Глухарь внимательно посмотрел на «племянника» и пододвинул пустой бокал.
– Вы и в правду из Нижнего Тагила? – подозрительно спросил он.
– Ну! – последовало в ответ.
– Очень приятно! У меня, знаете ли, многое связано по жизни с Уралом, хотите верьте, хотите нет. Отец сидел в лагере под Миассом по 58-ой статье, мать родилась в Краснотуринске, сам я начинал разнорабочим как раз в Нижнем Тагиле, до бригадира вырос, и выше бы пошел, кабы меня не направили в ВэПэШа.
Мимо размеренно, как под метроном, двигалась встречными потоками благоухающая парижская толпа, со всех сторон доносился звон столовых приборов и нежный говор, похожий на щебетание, автомобили, сиявшие на солнце, словно облизанные, сновали туда-сюда.
Карл Леопольд сказал:
– А мой дядя, Иван Ефимович то есть, тоже работал мальчишкой в Нижнем Тагиле, на «Лесохиме». Знаете «Лесохим»?
– Еще бы! Я там жил рядом, в микрорайоне, который так и называется – Химзавод! Как сейчас помню: ровно шесть часов утра, стужа лютая, метет, темень хоть глаз выколи, только фонари качаются, и вдруг: у-у-у! сирена! Это «Лесохим» подает голос, зовет первую смену дальше строить социализм… Я вот только не знал, что ваш дядя Иван Ефимович мне земляк.
– Кстати, о дяде… Куда он мог подеваться-то, как вы думаете? Может быть, приболел?

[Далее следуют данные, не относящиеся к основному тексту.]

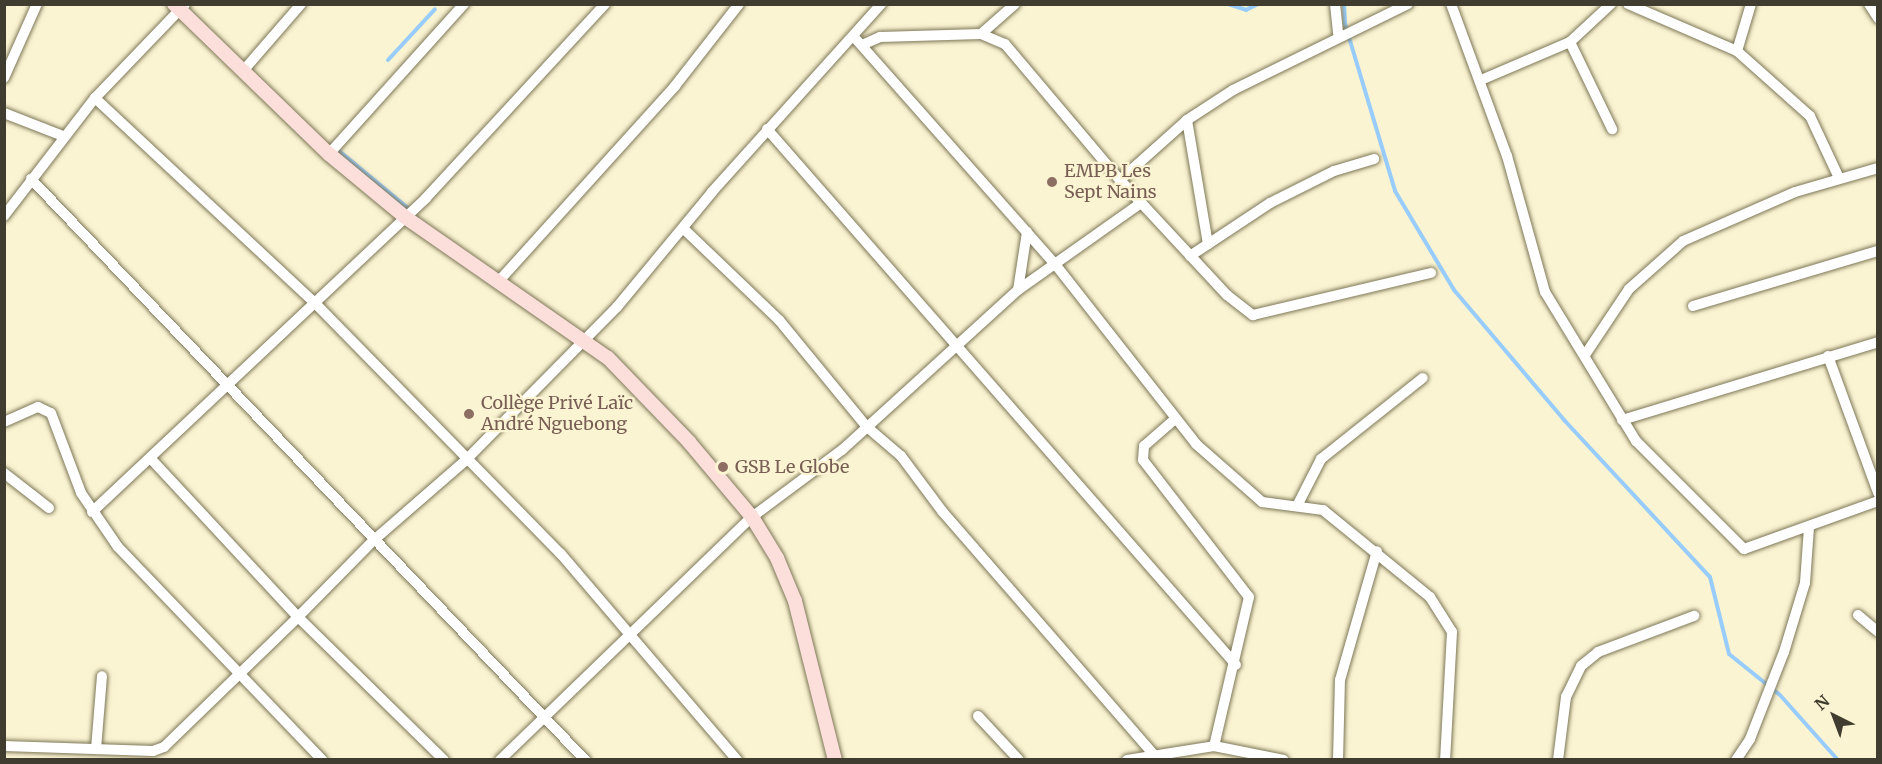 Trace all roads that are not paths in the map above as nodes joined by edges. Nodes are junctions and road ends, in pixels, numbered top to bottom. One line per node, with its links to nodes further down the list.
1 (37, 4): 23 (street)
2 (301, 4): 22 (street)
3 (464, 4): 31 (street)
4 (605, 4): 39 (street)
5 (740, 4): 47 (street)
6 (881, 4): 19 (street)
7 (1015, 4): 17 (street)
8 (1335, 4): 18 (street)
9 (1408, 4): 18 (street)
10 (1450, 4): 24 (street)
11 (1611, 4): 20 (street)
12 (1628, 4): 21 (street)
13 (1751, 4): 21 (street)
14 (1870, 5): 16 (street)
15 (179, 6): 22 (main road); 25 (street)
16 (1878, 18)
17 (981, 34): 19 (street); 36 (street)
18 (1338, 34): 27 (street)
19 (858, 41): 28 (street); 41 (street)
20 (1570, 42): 24 (street); 29 (street)
21 (1737, 51): 34 (street)
22 (243, 71): 31 (main road)
23 (4, 78)
24 (1481, 80): 54 (street)
25 (95, 98): 30 (street); 49 (street)
26 (4, 113): 30 (street)
27 (1187, 120): 36 (street); 42 (street)
28 (767, 129): 40 (street); 53 (street)
29 (1612, 129)
30 (63, 136): 35 (street)
31 (329, 154): 39 (main road)
32 (1374, 159): 42 (street)
33 (1878, 168): 34 (street)
34 (1839, 178): 54 (street)
35 (31, 179): 38 (street); 57 (street)
36 (1120, 180): 37 (street)
37 (1141, 203): 44 (street); 45 (street)
38 (4, 216)
39 (405, 217): 47 (main road); 49 (street)
40 (685, 230): 51 (street); 61 (street)
41 (1027, 232): 45 (street); 48 (street)
42 (1208, 244): 44 (street)
43 (1878, 251): 50 (street)
44 (1190, 256): 46 (street)
45 (1055, 264): 48 (street); 58 (street)
46 (1431, 273)
47 (499, 281): 51 (main road)
48 (1018, 290): 53 (street)
49 (316, 304): 57 (street); 63 (street)
50 (1693, 306)
51 (584, 340): 63 (street); 70 (main road)
52 (1878, 342): 55 (street)
53 (959, 344): 61 (street); 79 (street)
54 (1584, 355): 59 (street)
55 (1828, 357): 59 (street); 65 (street)
56 (1423, 378): 67 (street)
57 (230, 382): 62 (street); 72 (street)
58 (1175, 419): 67 (street); 79 (street)
59 (1622, 420): 71 (street)
60 (4, 422): 69 (street)
61 (867, 427): 70 (street); 88 (street)
62 (150, 458): 69 (street); 76 (street)
63 (465, 461): 72 (street); 77 (street)
64 (4, 473): 68 (street)
65 (1878, 493)
66 (1878, 501): 71 (street)
67 (1298, 504): 73 (street)
68 (49, 508)
69 (92, 512): 80 (street)
70 (752, 518): 77 (street); 95 (main road)
71 (1809, 527): 102 (street)
72 (374, 540): 76 (street); 82 (street)
73 (1377, 551): 99 (street); 100 (street)
74 (1858, 615): 78 (street)
75 (1694, 616): 101 (street)
76 (298, 617): 80 (street); 91 (street)
77 (632, 632): 82 (street); 94 (street)
78 (1878, 632)
79 (1236, 665): 85 (street)
80 (239, 674): 87 (street); 90 (street)
81 (102, 676): 87 (street)
82 (544, 714): 92 (street); 93 (street)
83 (978, 716): 96 (street)
84 (4, 746): 86 (street)
85 (1214, 746): 88 (street); 98 (street)
86 (40, 747): 87 (street); 89 (street)
87 (96, 749)
88 (1153, 754): 97 (street)
89 (40, 759)
90 (322, 759)
91 (444, 759)
92 (500, 759)
93 (585, 759)
94 (737, 759)
95 (835, 759)
96 (1019, 759)
97 (1127, 759)
98 (1284, 759)
99 (1338, 759)
100 (1445, 759)
101 (1558, 759)
102 (1736, 759) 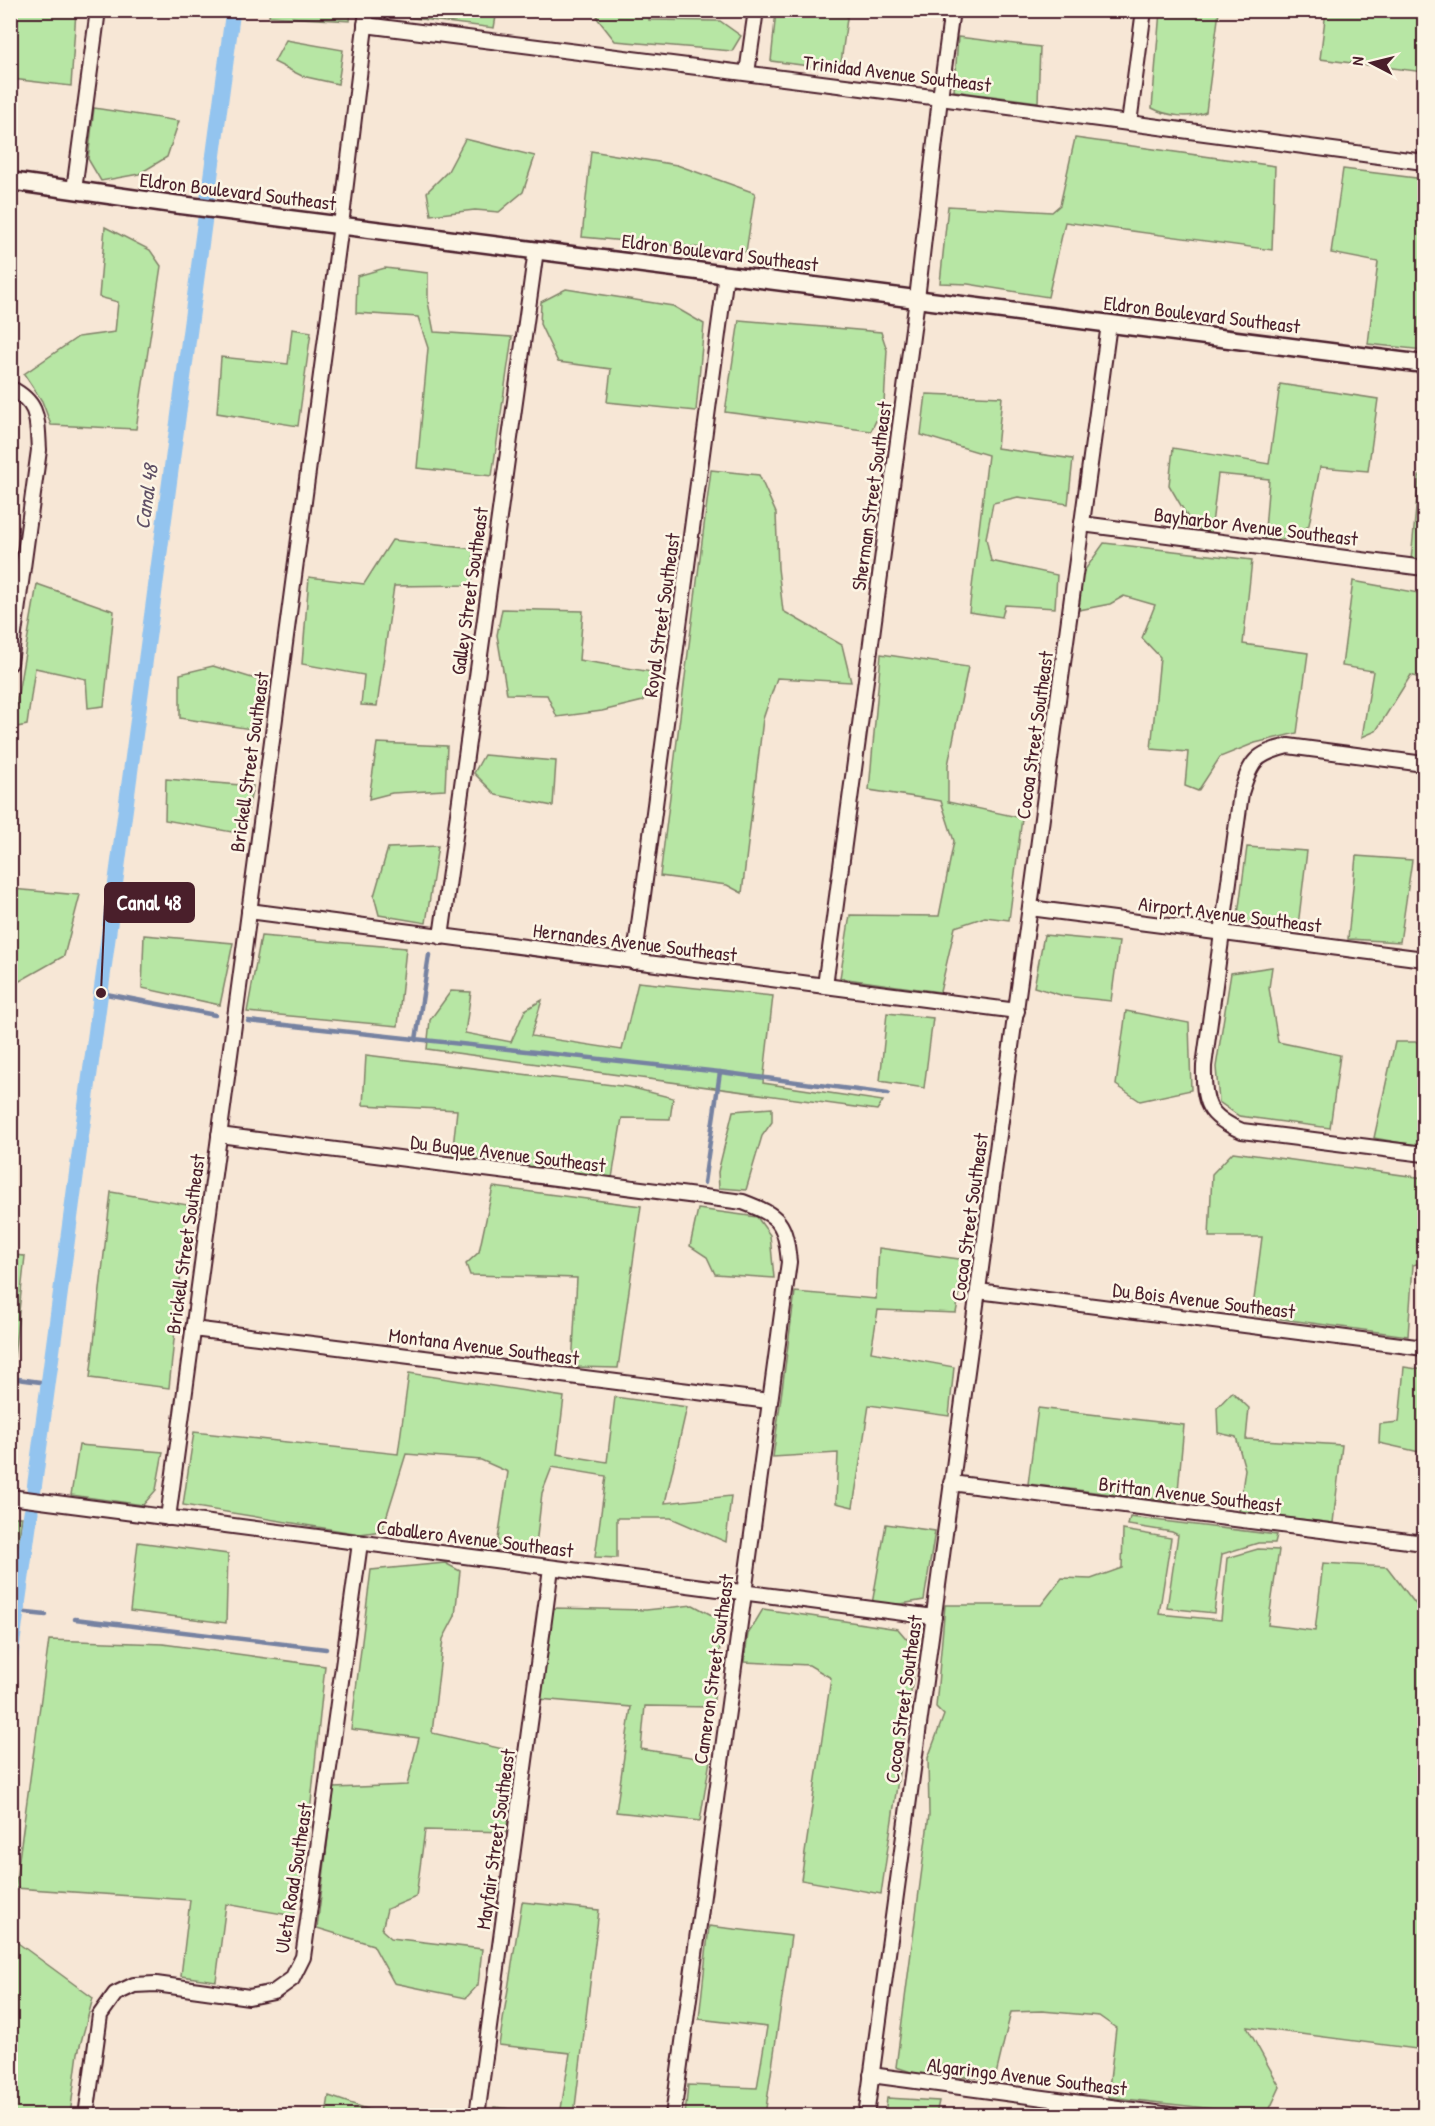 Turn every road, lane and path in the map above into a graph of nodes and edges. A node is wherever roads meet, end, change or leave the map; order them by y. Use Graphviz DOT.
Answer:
graph roads {
  1 [pos="98,10"];
  2 [pos="367,10"];
  3 [pos="756,10"];
  4 [pos="952,10"];
  5 [pos="1144,10"];
  6 [pos="365,25"];
  7 [pos="747,73"];
  8 [pos="940,98"];
  9 [pos="1129,123"];
  10 [pos="1425,162"];
  11 [pos="10,181"];
  12 [pos="74,190"];
  13 [pos="341,225"];
  14 [pos="536,250"];
  15 [pos="726,274"];
  16 [pos="917,299"];
  17 [pos="1109,324"];
  18 [pos="1425,364"];
  19 [pos="10,388"];
  20 [pos="1082,524"];
  21 [pos="1425,568"];
  22 [pos="16,581"];
  23 [pos="10,663"];
  24 [pos="1425,764"];
  25 [pos="1030,908"];
  26 [pos="249,911"];
  27 [pos="1222,933"];
  28 [pos="441,937"];
  29 [pos="1425,959"];
  30 [pos="634,962"];
  31 [pos="825,986"];
  32 [pos="1017,1011"];
  33 [pos="219,1136"];
  34 [pos="1425,1154"];
  35 [pos="783,1228"];
  36 [pos="978,1291"];
  37 [pos="193,1329"];
  38 [pos="1425,1348"];
  39 [pos="769,1401"];
  40 [pos="951,1483"];
  41 [pos="10,1497"];
  42 [pos="168,1518"];
  43 [pos="360,1543"];
  44 [pos="1425,1543"];
  45 [pos="551,1568"];
  46 [pos="743,1591"];
  47 [pos="934,1617"];
  48 [pos="871,2075"];
  49 [pos="86,2115"];
  50 [pos="477,2115"];
  51 [pos="673,2115"];
  52 [pos="866,2115"];
  53 [pos="1178,2115"];
  1 -- 12 [label="street"];
  2 -- 6 [label="street, Brickell Street Southeast"];
  3 -- 7 [label="street"];
  4 -- 8 [label="street, Sherman Street Southeast"];
  5 -- 9 [label="street"];
  6 -- 7 [label="street, Trinidad Avenue Southeast"];
  6 -- 13 [label="street, Brickell Street Southeast"];
  7 -- 8 [label="street, Trinidad Avenue Southeast"];
  8 -- 9 [label="street, Trinidad Avenue Southeast"];
  8 -- 16 [label="street, Sherman Street Southeast"];
  9 -- 10 [label="street, Trinidad Avenue Southeast"];
  11 -- 12 [label="street, Eldron Boulevard Southeast"];
  12 -- 13 [label="street, Eldron Boulevard Southeast"];
  13 -- 14 [label="street, Eldron Boulevard Southeast"];
  13 -- 26 [label="street, Brickell Street Southeast"];
  14 -- 15 [label="street, Eldron Boulevard Southeast"];
  14 -- 28 [label="street, Galley Street Southeast"];
  15 -- 16 [label="street, Eldron Boulevard Southeast"];
  15 -- 30 [label="street, Royal Street Southeast"];
  16 -- 17 [label="street, Eldron Boulevard Southeast"];
  16 -- 31 [label="street, Sherman Street Southeast"];
  17 -- 18 [label="street, Eldron Boulevard Southeast"];
  17 -- 20 [label="street, Cocoa Street Southeast"];
  19 -- 22 [label="street"];
  20 -- 21 [label="street, Bayharbor Avenue Southeast"];
  20 -- 25 [label="street, Cocoa Street Southeast"];
  22 -- 23 [label="street"];
  24 -- 27 [label="street"];
  25 -- 27 [label="street, Airport Avenue Southeast"];
  25 -- 32 [label="street, Cocoa Street Southeast"];
  26 -- 28 [label="street, Hernandes Avenue Southeast"];
  26 -- 33 [label="street, Brickell Street Southeast"];
  27 -- 29 [label="street, Airport Avenue Southeast"];
  27 -- 34 [label="street"];
  28 -- 30 [label="street, Hernandes Avenue Southeast"];
  30 -- 31 [label="street, Hernandes Avenue Southeast"];
  31 -- 32 [label="street, Hernandes Avenue Southeast"];
  32 -- 36 [label="street, Cocoa Street Southeast"];
  33 -- 35 [label="street, Du Buque Avenue Southeast"];
  33 -- 37 [label="street, Brickell Street Southeast"];
  35 -- 39 [label="street, Cameron Street Southeast"];
  36 -- 38 [label="street, Du Bois Avenue Southeast"];
  36 -- 40 [label="street, Cocoa Street Southeast"];
  37 -- 39 [label="street, Montana Avenue Southeast"];
  37 -- 42 [label="street, Brickell Street Southeast"];
  39 -- 46 [label="street, Cameron Street Southeast"];
  40 -- 44 [label="street, Brittan Avenue Southeast"];
  40 -- 47 [label="street, Cocoa Street Southeast"];
  41 -- 42 [label="street, Caballero Avenue Southeast"];
  42 -- 43 [label="street, Caballero Avenue Southeast"];
  43 -- 45 [label="street, Caballero Avenue Southeast"];
  43 -- 49 [label="street, Uleta Road Southeast"];
  45 -- 46 [label="street, Caballero Avenue Southeast"];
  45 -- 50 [label="street, Mayfair Street Southeast"];
  46 -- 47 [label="street, Caballero Avenue Southeast"];
  46 -- 51 [label="street, Cameron Street Southeast"];
  47 -- 48 [label="street, Cocoa Street Southeast"];
  48 -- 52 [label="street, Cocoa Street Southeast"];
  48 -- 53 [label="street, Algaringo Avenue Southeast"];
} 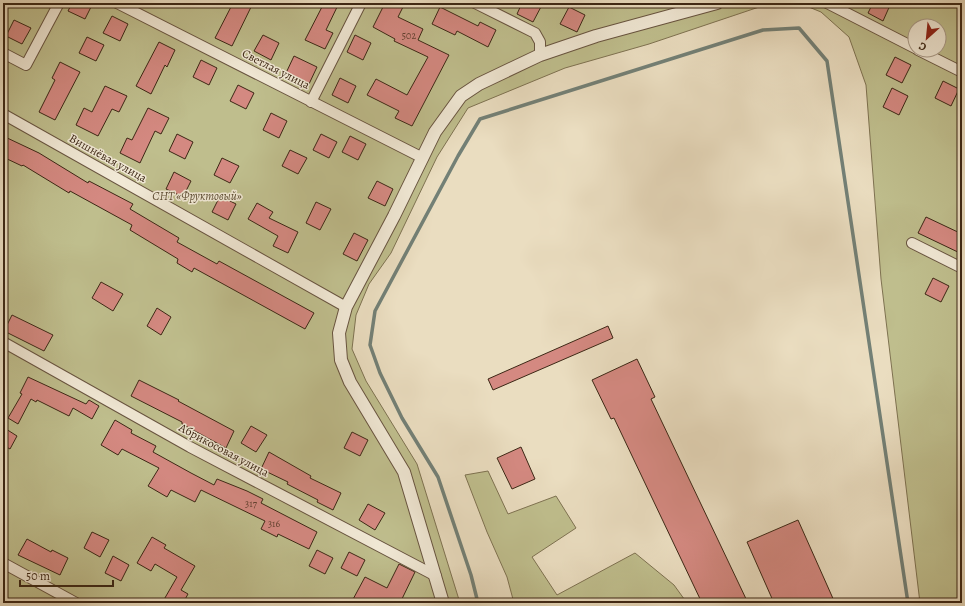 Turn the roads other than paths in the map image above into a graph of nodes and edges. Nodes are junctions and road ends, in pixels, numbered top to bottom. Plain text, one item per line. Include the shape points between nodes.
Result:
1 (59, 3) edge
2 (117, 3) edge
3 (361, 3) edge
4 (475, 3) edge
5 (717, 3) edge
6 (827, 3) edge
7 (907, 44) edge
8 (3, 53) edge
9 (540, 54) junction
10 (934, 58) edge
11 (962, 72) edge
12 (311, 102) junction
13 (3, 114) edge
14 (423, 158) junction
15 (912, 243) dead end
16 (962, 268) edge
17 (346, 307) junction
18 (3, 342) edge
19 (3, 563) edge
20 (436, 576) junction
21 (76, 603) edge
22 (444, 603) edge

1 - 8 street via 26,65
2 - 12 street, Светлая улица
3 - 12 street
4 - 9 street via 535,32 540,42
5 - 9 street
6 - 7 street
9 - 14 street via 461,96 435,132
10 - 11 street
12 - 14 street, Светлая улица
13 - 17 street, Вишнёвая улица
14 - 17 street
15 - 16 street
17 - 20 street via 339,333 341,360 350,382 404,472
18 - 20 street, Абрикосовая улица via 190,448
19 - 21 street
20 - 22 street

– Да нет, мы и дома у него были, и все больницы обзвонили, и в полицию обращались – пустое дело, исчез человек, и все! Если он и приболел, то разве что в Сингапуре, – он туда летал временами по выходным.
– Не понимаю: кой черт ему туда понадобилось летать?
– А хрен его знает! Может быть, по поручению посла, может быть, он там на бирже играл, а может быть, у него в Сингапуре что-нибудь амурное завелось. И главное, откуда такие деньжищи: чуть что – лететь к чертовой матери, в Сингапур?! Впрочем, ваш дядя был вообще человек скрытный, нелюдимый, непонятный какой-то, он за пять лет так ни с кем и не подружился из посольских, если не считать дворника Кузьмича…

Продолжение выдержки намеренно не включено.